Carl-Magnus Helgegren told The Huffington Post UK that he wanted show his boys Leo, 11 and Frank, 10 about the reality of war, hoping to make them think before playing war games like the Call Of Duty franchise.
A crucial issue, Helgegren told HuffPost is that he wanted his children to understand that marketing guns to young people in video games, not only hides the reality of war, but also, can ultimately fund arms manufacturers that are involved in real-life conflicts.
Helgegren, a Swedish journalist and university teacher who spent some time in the Middle East as a reporter, was reminded of his own experiences on the frontline when his children were discussing the latest shooter game, he said, in an interview first published by The Local.
"When I went out to the Middle East I thought I had a pretty good idea of what the war was. But I had absolutely no idea, I was naive.
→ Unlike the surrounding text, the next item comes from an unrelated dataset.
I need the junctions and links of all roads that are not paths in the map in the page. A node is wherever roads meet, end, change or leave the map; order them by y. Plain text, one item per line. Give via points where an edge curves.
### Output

It was only when I was being shot at with gas canisters that I realised how much I had misunderstood."
Helgegren, who said he has no issue with violent video games - rather that parents bare a responsibility to educate their children - said he did not want his boys to "mindlessly" play the video games without understanding the truth behind the conflict portrayed in million-dollar CGI.
The father made a bet with his two sons - they would visit a country ravaged by the affects of war with him and upon their return, having engaged with those impacted, be free to make the decision to play any video game, if they still wanted to.
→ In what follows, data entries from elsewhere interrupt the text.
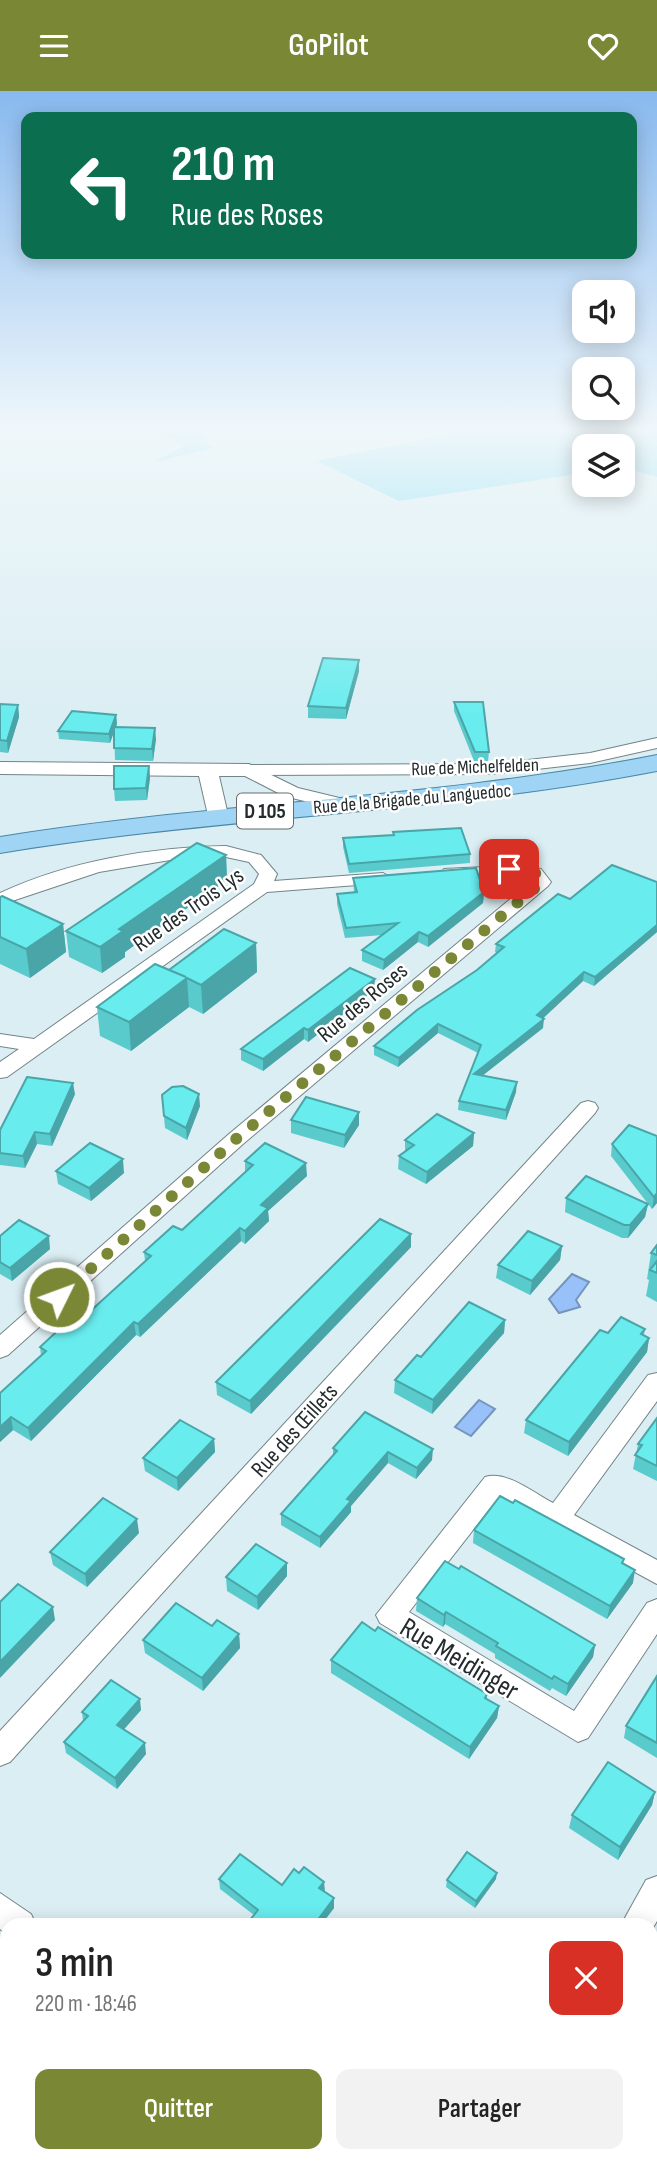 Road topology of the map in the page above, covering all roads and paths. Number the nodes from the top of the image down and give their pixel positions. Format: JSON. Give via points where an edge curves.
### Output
{"nodes":[{"id":1,"x":657,"y":743,"type":"edge"},
{"id":2,"x":657,"y":763,"type":"edge"},
{"id":3,"x":0,"y":768,"type":"edge"},
{"id":4,"x":208,"y":770,"type":"junction"},
{"id":5,"x":250,"y":770,"type":"junction"},
{"id":6,"x":345,"y":805,"type":"junction"},
{"id":7,"x":219,"y":815,"type":"junction"},
{"id":8,"x":0,"y":845,"type":"edge"},
{"id":9,"x":426,"y":875,"type":"edge"},
{"id":10,"x":399,"y":877,"type":"edge"},
{"id":11,"x":262,"y":887,"type":"junction"},
{"id":12,"x":0,"y":900,"type":"edge"},
{"id":13,"x":0,"y":1040,"type":"edge"},
{"id":14,"x":36,"y":1045,"type":"junction"},
{"id":15,"x":0,"y":1072,"type":"edge"},
{"id":16,"x":587,"y":1108,"type":"dead end"},
{"id":17,"x":0,"y":1349,"type":"edge"},
{"id":18,"x":657,"y":1382,"type":"edge"},
{"id":19,"x":556,"y":1519,"type":"junction"},
{"id":20,"x":657,"y":1573,"type":"edge"},
{"id":21,"x":657,"y":1611,"type":"edge"},
{"id":22,"x":0,"y":1752,"type":"edge"},
{"id":23,"x":657,"y":1891,"type":"edge"},
{"id":24,"x":641,"y":1918,"type":"edge"}],
"edges":[{"from":1,"to":5,"type":"street","name":"Rue de Michelfelden","via":[[590,758],[493,769]]},
{"from":2,"to":6,"type":"main road","name":"Rue de la Brigade du Languedoc","number":"D 105","via":[[530,787]]},
{"from":3,"to":4,"type":"street"},
{"from":4,"to":5,"type":"street"},
{"from":4,"to":7,"type":"street"},
{"from":5,"to":6,"type":"street","via":[[291,792]]},
{"from":6,"to":7,"type":"main road","name":"Rue de la Brigade du Languedoc","number":"D 105"},
{"from":7,"to":8,"type":"main road","name":"Rue de la Brigade du Languedoc","number":"D 105","via":[[82,830]]},
{"from":9,"to":17,"type":"street","name":"Rue des Roses","via":[[509,869],[535,873],[542,882],[236,1139]]},
{"from":10,"to":11,"type":"street"},
{"from":11,"to":12,"type":"street","name":"Rue des Trois Lys","via":[[268,874],[260,860],[234,851],[214,851],[56,876]]},
{"from":11,"to":14,"type":"street","name":"Rue des Trois Lys"},
{"from":13,"to":14,"type":"street"},
{"from":14,"to":15,"type":"street","name":"Rue des Trois Lys"},
{"from":16,"to":22,"type":"street","name":"Rue des Œillets"},
{"from":18,"to":19,"type":"street"},
{"from":19,"to":20,"type":"street","name":"Rue Meidinger"},
{"from":19,"to":21,"type":"street","name":"Rue Meidinger","via":[[494,1484],[390,1615],[578,1729]]},
{"from":23,"to":24,"type":"street"}]}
Carl-Magnus Helgegren went on the trip with his son Leo, 11 and Frank, 10
"I wanted them to understand that war doesn't stop just because the guns have silenced - war affects society for generations. There are entire families grieving behind every casualty, every statistic - these are the numbers you never see in games because it's boring."
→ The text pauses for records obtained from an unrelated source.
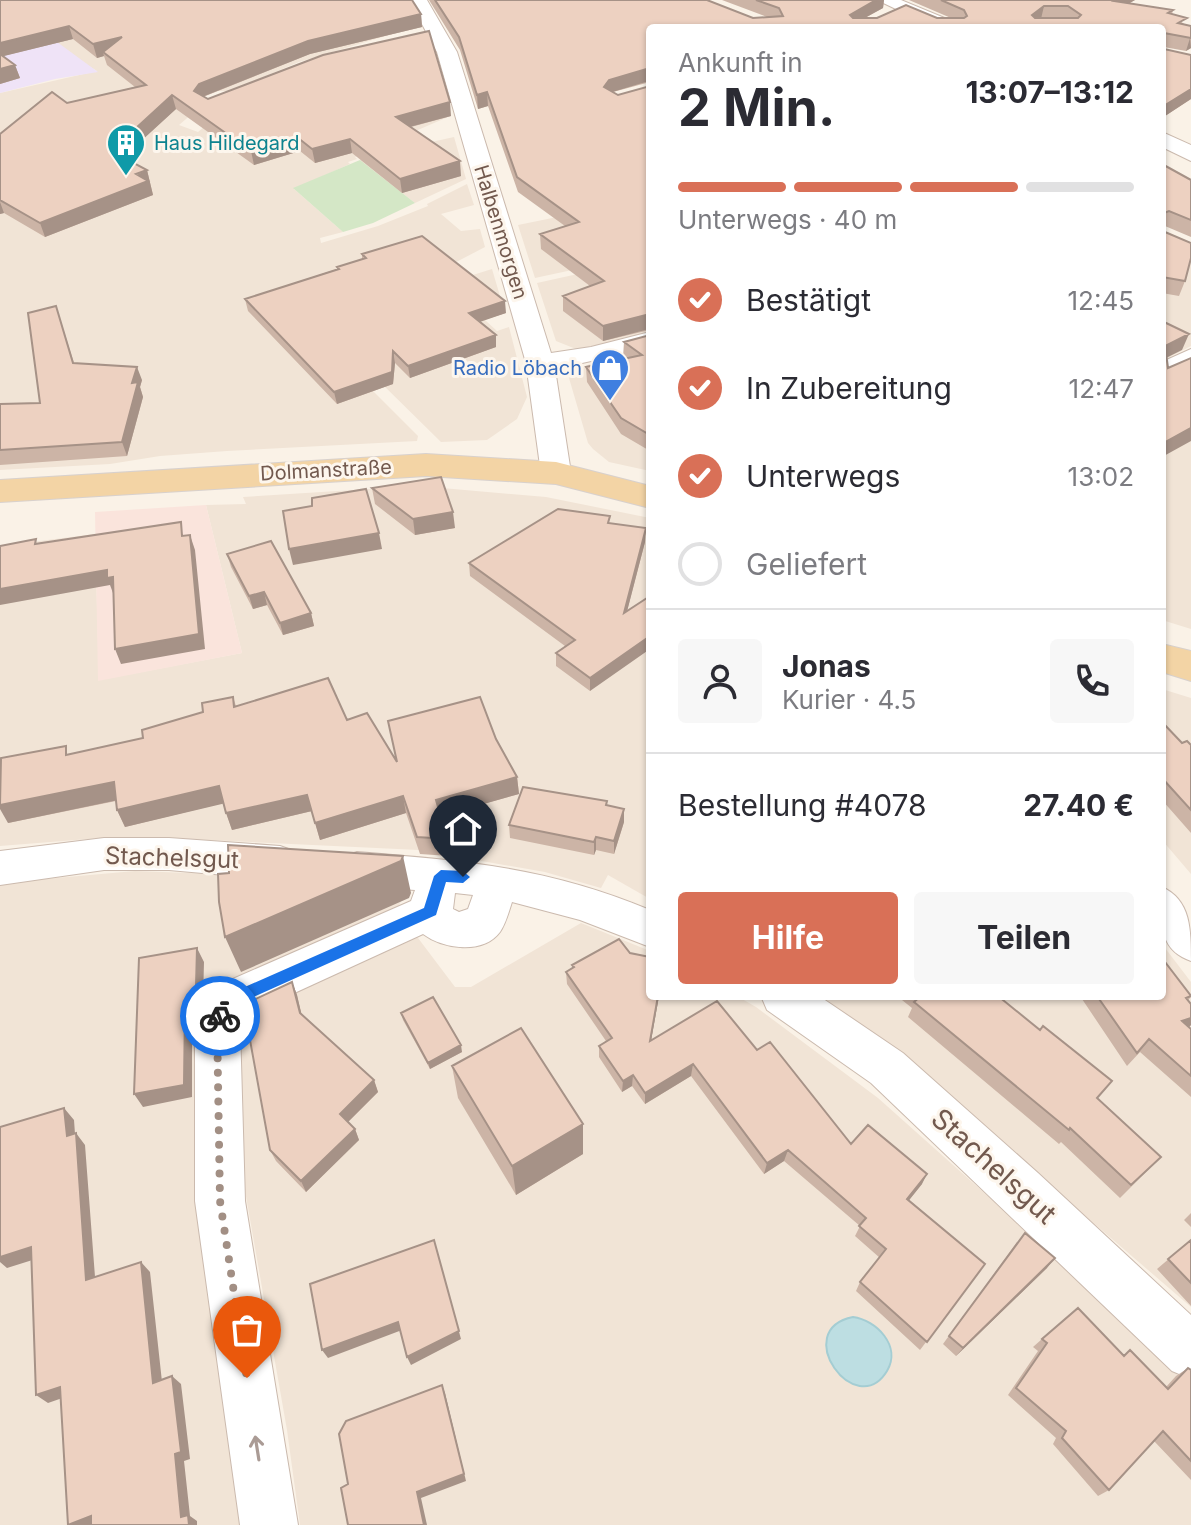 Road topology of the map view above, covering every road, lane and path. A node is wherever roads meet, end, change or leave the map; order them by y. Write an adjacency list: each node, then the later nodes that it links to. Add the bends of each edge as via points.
1 (418, 0): 4 (street, Halbenmorgen)
2 (884, 9): 3 (street, via 904,7)
3 (943, 24)
4 (439, 33): 5 (street); 10 (street, Halbenmorgen)
5 (411, 37)
6 (1166, 140): 7 (street)
7 (1191, 154)
8 (646, 341): 10 (street)
9 (1191, 357): 11 (street)
10 (540, 363): 12 (street, Halbenmorgen)
11 (1166, 371)
12 (556, 473): 13 (main road, Dolmanstraße, via 426,465); 14 (main road, Dolmanstraße)
13 (0, 491)
14 (646, 496)
15 (1166, 659): 16 (main road)
16 (1191, 666)
17 (0, 868): 18 (street, Stachelsgut, via 104,854 169,854 320,866)
18 (436, 893): 20 (street, Stachelsgut, via 441,925 451,930 475,928 490,912 499,883 605,910); 24 (street, one-way to 18, via 220,1201 217,1021 235,999)
19 (1166, 910): 21 (street)
20 (646, 927)
21 (1191, 943)
22 (789, 1000): 23 (street, Stachelsgut, via 887,1068)
23 (1191, 1352)
24 (269, 1525)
In a heartfelt blog, Helgegren describes the journey he and his family took after they arrived in Israel - in April before the most recent round of fighting broke out.
There, they went to the Shuafat refugee camp in east Jerusalem. They visited a clinic "where kids were being stitched up every single day because they had been hit in the head with the butt of a rifle," Helgegren told HuffPost.
And how did his young sons respond? "At first just with silence," he said. "We took a lot of time to talk to them," Helgegren added, explaining that he and his ex-wife united to travel together in order to support their children.
Frank And Leo with Israeli soldiers during the April trip
My sons Frank and Leo in Shuafat refugee camp, April 2014. Part of reality you never see in games. pic.twitter.com/DJoOdkDtJi
When the family returned to Sweden, Frank and Leo decided not to play Call of Duty after all. They told their dad "it didn't feel good".
The boys continued to ask questions and "it grew and grew," their father said. They also told their dad they would like to go back one day.
But since news of the family trip has spread, Helgegren faced a barrage of online abuse from outraged parents.
"I have received messages saying I'm a terrible parent, that I am a pompous bastard" Helgeren said.
But he defended his decision to take his children to the war ravaged countries, saying that those in more privileged countries have a responsibility not to be apathetic to such atrocities.
"We have a responsibility to be aware. To be able to look at ourselves in the mirror and say 'at least I'm trying to make a difference.'"
My son Frank in Shuafat refugee camp, April 2014. The famous wall in background. This is 10 m from the scool. pic.twitter.com/FdZatHJEjr
Helgegren added that he has no regrets about his family's trip and that he does not understand how some parents are afraid of allowing their children to see the reality of war - but let them play violent war-themed video games.
"Parents have a responsibility to teach their children the truth," he said.